## Action item
Count the lines below that include the word "graph", then give that number and no other words.

(Extracted records)

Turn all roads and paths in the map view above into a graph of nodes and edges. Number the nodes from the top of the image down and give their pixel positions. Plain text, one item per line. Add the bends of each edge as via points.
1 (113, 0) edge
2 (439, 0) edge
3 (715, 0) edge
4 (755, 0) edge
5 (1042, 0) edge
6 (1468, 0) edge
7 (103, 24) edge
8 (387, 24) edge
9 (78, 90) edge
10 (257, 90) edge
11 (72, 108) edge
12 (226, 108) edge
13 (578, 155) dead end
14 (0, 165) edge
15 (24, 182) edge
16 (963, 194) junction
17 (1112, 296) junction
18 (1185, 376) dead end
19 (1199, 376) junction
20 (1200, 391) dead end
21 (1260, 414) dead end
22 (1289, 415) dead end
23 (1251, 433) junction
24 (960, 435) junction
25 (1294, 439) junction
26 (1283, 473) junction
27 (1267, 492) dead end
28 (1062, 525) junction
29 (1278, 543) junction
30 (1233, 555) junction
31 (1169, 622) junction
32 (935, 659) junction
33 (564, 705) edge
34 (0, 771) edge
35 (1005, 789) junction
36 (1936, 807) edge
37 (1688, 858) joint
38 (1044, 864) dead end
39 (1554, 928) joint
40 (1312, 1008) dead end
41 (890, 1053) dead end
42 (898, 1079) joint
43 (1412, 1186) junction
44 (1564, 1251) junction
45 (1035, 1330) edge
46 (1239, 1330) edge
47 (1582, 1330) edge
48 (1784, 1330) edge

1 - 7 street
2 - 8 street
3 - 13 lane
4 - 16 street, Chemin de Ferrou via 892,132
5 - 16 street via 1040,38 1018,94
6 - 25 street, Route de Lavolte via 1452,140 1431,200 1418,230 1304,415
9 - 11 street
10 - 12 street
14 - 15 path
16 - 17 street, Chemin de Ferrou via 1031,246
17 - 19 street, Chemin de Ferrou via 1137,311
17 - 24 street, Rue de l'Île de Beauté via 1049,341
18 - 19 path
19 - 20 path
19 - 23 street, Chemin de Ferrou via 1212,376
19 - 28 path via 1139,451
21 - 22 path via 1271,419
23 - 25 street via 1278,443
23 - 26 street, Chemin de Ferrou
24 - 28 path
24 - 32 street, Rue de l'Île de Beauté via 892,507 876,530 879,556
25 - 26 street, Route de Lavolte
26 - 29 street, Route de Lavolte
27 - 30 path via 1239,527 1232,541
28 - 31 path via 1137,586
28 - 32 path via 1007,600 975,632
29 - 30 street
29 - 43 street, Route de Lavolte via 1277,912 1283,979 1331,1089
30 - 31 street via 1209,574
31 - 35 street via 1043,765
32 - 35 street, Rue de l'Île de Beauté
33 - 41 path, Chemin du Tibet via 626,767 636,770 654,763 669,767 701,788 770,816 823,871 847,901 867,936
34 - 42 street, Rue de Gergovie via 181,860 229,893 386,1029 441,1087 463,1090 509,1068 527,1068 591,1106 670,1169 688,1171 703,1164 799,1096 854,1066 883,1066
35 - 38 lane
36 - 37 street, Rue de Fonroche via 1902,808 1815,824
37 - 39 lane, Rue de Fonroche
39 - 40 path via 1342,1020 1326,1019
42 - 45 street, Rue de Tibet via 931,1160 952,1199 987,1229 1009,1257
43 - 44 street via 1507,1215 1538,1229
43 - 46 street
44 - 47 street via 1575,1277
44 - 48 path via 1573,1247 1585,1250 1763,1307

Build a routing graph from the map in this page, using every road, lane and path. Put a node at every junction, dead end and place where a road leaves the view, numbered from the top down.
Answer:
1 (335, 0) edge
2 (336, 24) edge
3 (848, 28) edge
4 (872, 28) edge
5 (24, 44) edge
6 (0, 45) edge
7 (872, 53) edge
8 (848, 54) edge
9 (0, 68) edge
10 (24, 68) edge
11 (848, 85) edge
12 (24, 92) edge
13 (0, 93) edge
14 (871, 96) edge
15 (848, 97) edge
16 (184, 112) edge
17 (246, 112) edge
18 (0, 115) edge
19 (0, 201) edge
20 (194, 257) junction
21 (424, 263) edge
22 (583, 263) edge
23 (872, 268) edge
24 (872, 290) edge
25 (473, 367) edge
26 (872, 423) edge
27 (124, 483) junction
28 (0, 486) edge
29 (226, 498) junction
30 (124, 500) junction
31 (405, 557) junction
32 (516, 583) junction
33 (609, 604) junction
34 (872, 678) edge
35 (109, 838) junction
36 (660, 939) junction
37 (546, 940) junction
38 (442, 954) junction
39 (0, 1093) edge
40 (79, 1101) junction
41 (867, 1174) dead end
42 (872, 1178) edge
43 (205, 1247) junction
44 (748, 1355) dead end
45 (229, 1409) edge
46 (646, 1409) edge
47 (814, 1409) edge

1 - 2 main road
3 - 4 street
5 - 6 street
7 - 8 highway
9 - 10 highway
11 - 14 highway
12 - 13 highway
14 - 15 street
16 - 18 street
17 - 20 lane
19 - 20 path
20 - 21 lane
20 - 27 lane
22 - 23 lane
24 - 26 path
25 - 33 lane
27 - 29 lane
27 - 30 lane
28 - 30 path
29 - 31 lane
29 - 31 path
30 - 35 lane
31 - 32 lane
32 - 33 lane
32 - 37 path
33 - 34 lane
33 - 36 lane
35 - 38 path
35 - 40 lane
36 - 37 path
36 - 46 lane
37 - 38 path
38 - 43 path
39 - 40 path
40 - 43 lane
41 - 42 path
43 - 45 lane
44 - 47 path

## Answer to this problem
2